213『前畑がんばれ! 飛脚に似てる!』さくら    




 ほお、前畑がんばれやなあ。


 洗い直した水着を取り込もうとしたら、後ろでお祖父ちゃんの声。

「え、なにそれ?」

 たとえ身内でもテイ兄ちゃんとかやったらハズイねんけど、お祖父ちゃんぐらいに枯れてると、ふつう。

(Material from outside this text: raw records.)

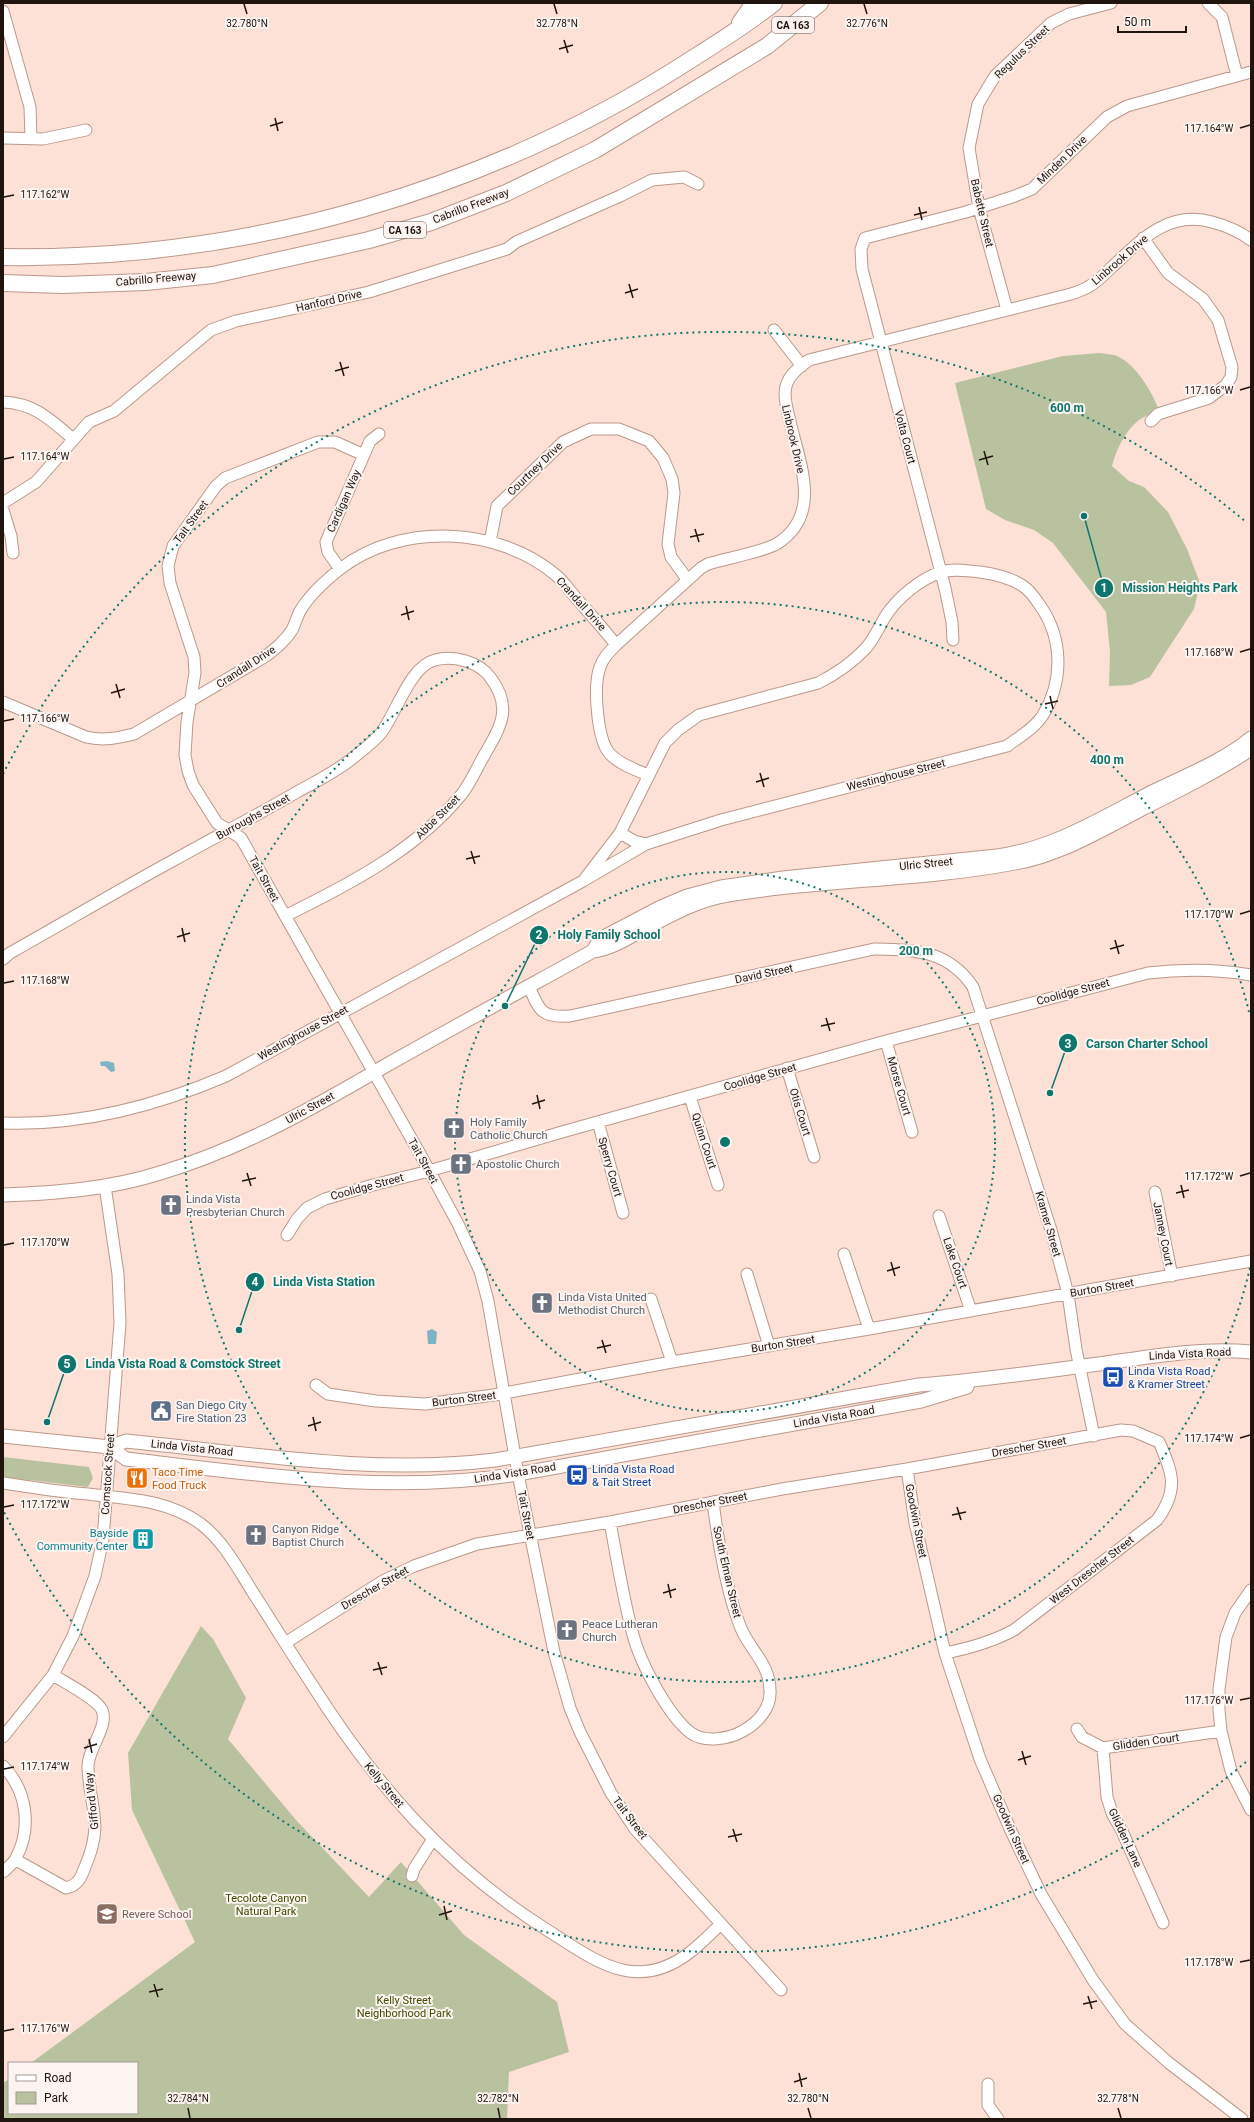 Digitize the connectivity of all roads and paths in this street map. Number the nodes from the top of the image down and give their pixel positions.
1 (754, 3) edge
2 (774, 3) edge
3 (820, 3) edge
4 (1111, 3) edge
5 (1208, 3) edge
6 (3, 11) edge
7 (734, 31) junction
8 (1251, 72) edge
9 (1237, 76) junction
10 (974, 114) joint
11 (86, 130) dead end
12 (3, 138) edge
13 (31, 139) junction
14 (698, 184) dead end
15 (979, 208) junction
16 (867, 236) joint
17 (1143, 238) junction
18 (1251, 240) edge
19 (3, 257) edge
20 (3, 283) edge
21 (1007, 310) junction
22 (774, 330) dead end
23 (881, 343) junction
24 (802, 366) junction
25 (3, 402) edge
26 (1151, 421) dead end
27 (380, 434) dead end
28 (73, 439) junction
29 (364, 455) junction
30 (3, 503) edge
31 (3, 510) edge
32 (490, 542) junction
33 (13, 553) dead end
34 (340, 569) junction
35 (941, 572) junction
36 (687, 579) junction
37 (953, 640) dead end
38 (616, 645) junction
39 (476, 664) joint
40 (3, 702) edge
41 (189, 703) junction
42 (1251, 738) edge
43 (1251, 749) edge
44 (648, 775) junction
45 (230, 830) junction
46 (620, 833) junction
47 (646, 844) junction
48 (583, 881) junction
49 (285, 916) junction
50 (593, 951) junction
51 (3, 959) edge
52 (1251, 975) edge
53 (529, 986) junction
54 (340, 1013) junction
55 (983, 1016) junction
56 (886, 1041) junction
57 (787, 1068) junction
58 (373, 1073) junction
59 (690, 1097) junction
60 (598, 1122) junction
61 (3, 1123) edge
62 (912, 1132) dead end
63 (814, 1157) dead end
64 (429, 1171) junction
65 (718, 1185) dead end
66 (105, 1186) junction
67 (1155, 1192) dead end
68 (3, 1195) edge
69 (623, 1213) dead end
70 (939, 1216) dead end
71 (287, 1234) dead end
72 (844, 1254) dead end
73 (1251, 1261) edge
74 (747, 1274) dead end
75 (1172, 1276) junction
76 (1068, 1294) junction
77 (651, 1299) dead end
78 (971, 1311) junction
79 (869, 1329) junction
80 (770, 1346) junction
81 (1251, 1352) edge
82 (672, 1362) junction
83 (1080, 1367) junction
84 (988, 1380) junction
85 (316, 1385) dead end
86 (504, 1394) junction
87 (3, 1436) edge
88 (1094, 1436) junction
89 (1154, 1441) joint
90 (110, 1447) junction
91 (515, 1457) junction
92 (907, 1469) junction
93 (518, 1474) junction
94 (3, 1483) edge
95 (106, 1496) junction
96 (712, 1502) junction
97 (610, 1522) junction
98 (530, 1536) junction
99 (1251, 1590) edge
100 (285, 1643) junction
101 (945, 1653) junction
102 (53, 1675) junction
103 (1077, 1729) dead end
104 (1221, 1731) junction
105 (3, 1737) edge
106 (1103, 1748) junction
107 (3, 1766) edge
108 (1251, 1810) edge
109 (433, 1839) junction
110 (16, 1860) junction
111 (3, 1872) edge
112 (412, 1876) dead end
113 (1164, 1923) dead end
114 (721, 1924) junction
115 (780, 1990) dead end
116 (988, 2084) dead end
117 (998, 2119) edge
118 (1242, 2119) edge

1 - 7 highway
2 - 7 highway, CA 163
3 - 20 highway, Cabrillo Freeway / CA 163
4 - 10 street, Regulus Street
5 - 9 street
6 - 13 street
7 - 19 highway, CA 163
8 - 9 street, Minden Drive
9 - 15 street, Minden Drive
10 - 15 street, Babette Street
11 - 13 street
12 - 13 street
14 - 28 street, Hanford Drive
15 - 16 street, Minden Drive
15 - 21 street, Babette Street
16 - 23 street, Volta Court
17 - 18 street, Linbrook Drive
17 - 21 street, Linbrook Drive
17 - 26 street
21 - 23 street, Linbrook Drive
22 - 24 street
23 - 24 street, Linbrook Drive
23 - 35 street, Volta Court
24 - 36 street, Linbrook Drive
25 - 28 street
27 - 29 street, Cardigan Way
28 - 30 street, Hanford Drive
29 - 34 street, Cardigan Way
29 - 41 street, Tait Street
31 - 33 street
32 - 34 street, Crandall Drive
32 - 36 street, Courtney Drive
32 - 38 street, Crandall Drive
34 - 41 street, Crandall Drive
35 - 37 street, Volta Court
35 - 44 street
35 - 47 street, Westinghouse Street
36 - 38 street, Linbrook Drive
38 - 44 street, Linbrook Drive
39 - 45 street, Burroughs Street
39 - 49 street, Abbe Street
40 - 41 street, Crandall Drive
41 - 45 street, Tait Street
42 - 50 main road, Ulric Street
43 - 50 main road, Ulric Street
44 - 46 street
45 - 49 street, Tait Street
45 - 51 street, Burroughs Street
46 - 47 street
46 - 48 street
47 - 48 street, Westinghouse Street
48 - 54 street, Westinghouse Street
49 - 54 street, Tait Street
50 - 53 main road, Ulric Street
52 - 55 street, Coolidge Street
53 - 55 street, David Street
53 - 58 main road, Ulric Street
54 - 58 street, Tait Street
54 - 61 street, Westinghouse Street
55 - 56 street, Coolidge Street
55 - 76 street, Kramer Street
56 - 57 street, Coolidge Street
56 - 62 street, Morse Court
57 - 59 street, Coolidge Street
57 - 63 street, Otis Court
58 - 64 street, Tait Street
58 - 66 main road, Ulric Street
59 - 60 street, Coolidge Street
59 - 65 street, Quinn Court
60 - 64 street, Coolidge Street
60 - 69 street, Sperry Court
64 - 71 street, Coolidge Street
64 - 86 street, Tait Street
66 - 68 main road, Ulric Street
66 - 90 street, Comstock Street
67 - 75 street, Janney Court
70 - 78 street, Lake Court
72 - 79 street
73 - 75 street, Burton Street
74 - 80 street
75 - 76 street, Burton Street
76 - 78 street, Burton Street
76 - 83 street, Kramer Street
77 - 82 street
78 - 79 street, Burton Street
79 - 80 street, Burton Street
80 - 82 street, Burton Street
81 - 83 main road, Linda Vista Road
82 - 86 street, Burton Street
83 - 84 main road, Linda Vista Road
83 - 88 street, Kramer Street
84 - 91 main road, Linda Vista Road
84 - 93 main road, Linda Vista Road
85 - 86 street, Burton Street
86 - 91 street, Tait Street
87 - 90 main road, Linda Vista Road
88 - 89 street, Drescher Street
88 - 92 street, Drescher Street
89 - 101 street, West Drescher Street
90 - 91 main road, Linda Vista Road
90 - 93 main road, Linda Vista Road
90 - 95 street, Comstock Street
91 - 93 street, Tait Street
92 - 96 street, Drescher Street
92 - 101 street, Goodwin Street
93 - 98 street, Tait Street
94 - 95 street, Kelly Street
95 - 100 street, Kelly Street
95 - 102 street, Comstock Street
96 - 97 street, Drescher Street
96 - 97 street, South Elman Street
97 - 98 street, Drescher Street
98 - 100 street, Drescher Street
98 - 114 street, Tait Street
99 - 104 street
100 - 109 street, Kelly Street
101 - 118 street, Goodwin Street
102 - 105 street, Comstock Street
102 - 110 street, Gifford Way
103 - 106 street, Glidden Court
104 - 106 street, Glidden Court
104 - 108 street
106 - 113 street, Glidden Lane
107 - 110 street
109 - 112 street
109 - 114 street, Kelly Street
110 - 111 street
114 - 115 street, Tait Street
116 - 117 street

「戦前のオリンピックで、前畑いう女の水泳選手がクロールで優勝したんやけどな、その時の実況中継のアナウンサーも熱狂してしもて、ゴールするまで、ひたすら「前畑がんばれ!前畑がんばれ!」て声援してたんや」

「なんや、未熟なアナウンサー」

「いや、それまで、日本人がオリンピックで優勝なんてほとんど無かったし、まして女子の水泳やさかい、もう感極まったっちゅうやっちゃ!」

「なるほど……で、なんで、うちの水着?」

「いや、形がそっくりや。胸ぐりが浅うて、太もものとこも隠れてるしなあ」

「そうなん?」

「そうや……」

 言いながら、お祖父ちゃんはスマホでググって画像を探し当てる。

「ほら、これや!」

「これぇ?」

「あれぇ?」

 ウィキペディアで見た記録は、お祖父ちゃんの記憶とは、ちょっと違た。

 前畑秀子いう、ごっついおねえちゃんが、1932年のロサンゼルスオリンピックに出た。

 せやけど、優勝したんとちごて、二位の銀メダル。

 クロールと違って、平泳ぎ。


 で、肝心の水着。


 これが、ショック!

 うちらの水着よりも派手……言うたら、ちょっと違うねんけど。

 胸繰りも深いし、両足の裾も浅い。

 うちらのんは、股下8センチくらいやねんけど、前畑選手のんは0センチ!

「いやあ、お祖父ちゃんも、前畑選手のんは地味な印象やったんやけどなあ……」

 そう言うて行ってしまう。


「アハハ、つまりは不満なんだ」

 留美ちゃんは明るく笑う。

「うん、しょうじきダサいよなあ」

「そだね……」

 留美ちゃんもググり出した。

「これに似てるかも……」

「え、これ?」

 それは、江戸時代の飛脚のイラストやった。

 なるほど、うちのスク水に、鉢巻締めて、足もとに草鞋と脚絆履いて、棒に括り付けた手紙の箱を肩にかけたら飛脚にソックリ!?

 おもしろそうなんで、あくる日、準備体操の前にモップ担いで「飛脚や、飛脚!」て遊んだらウケた。

 けど、体育の先生に怒られた。

 いや、しょうもない話で、すみません(^_^;)。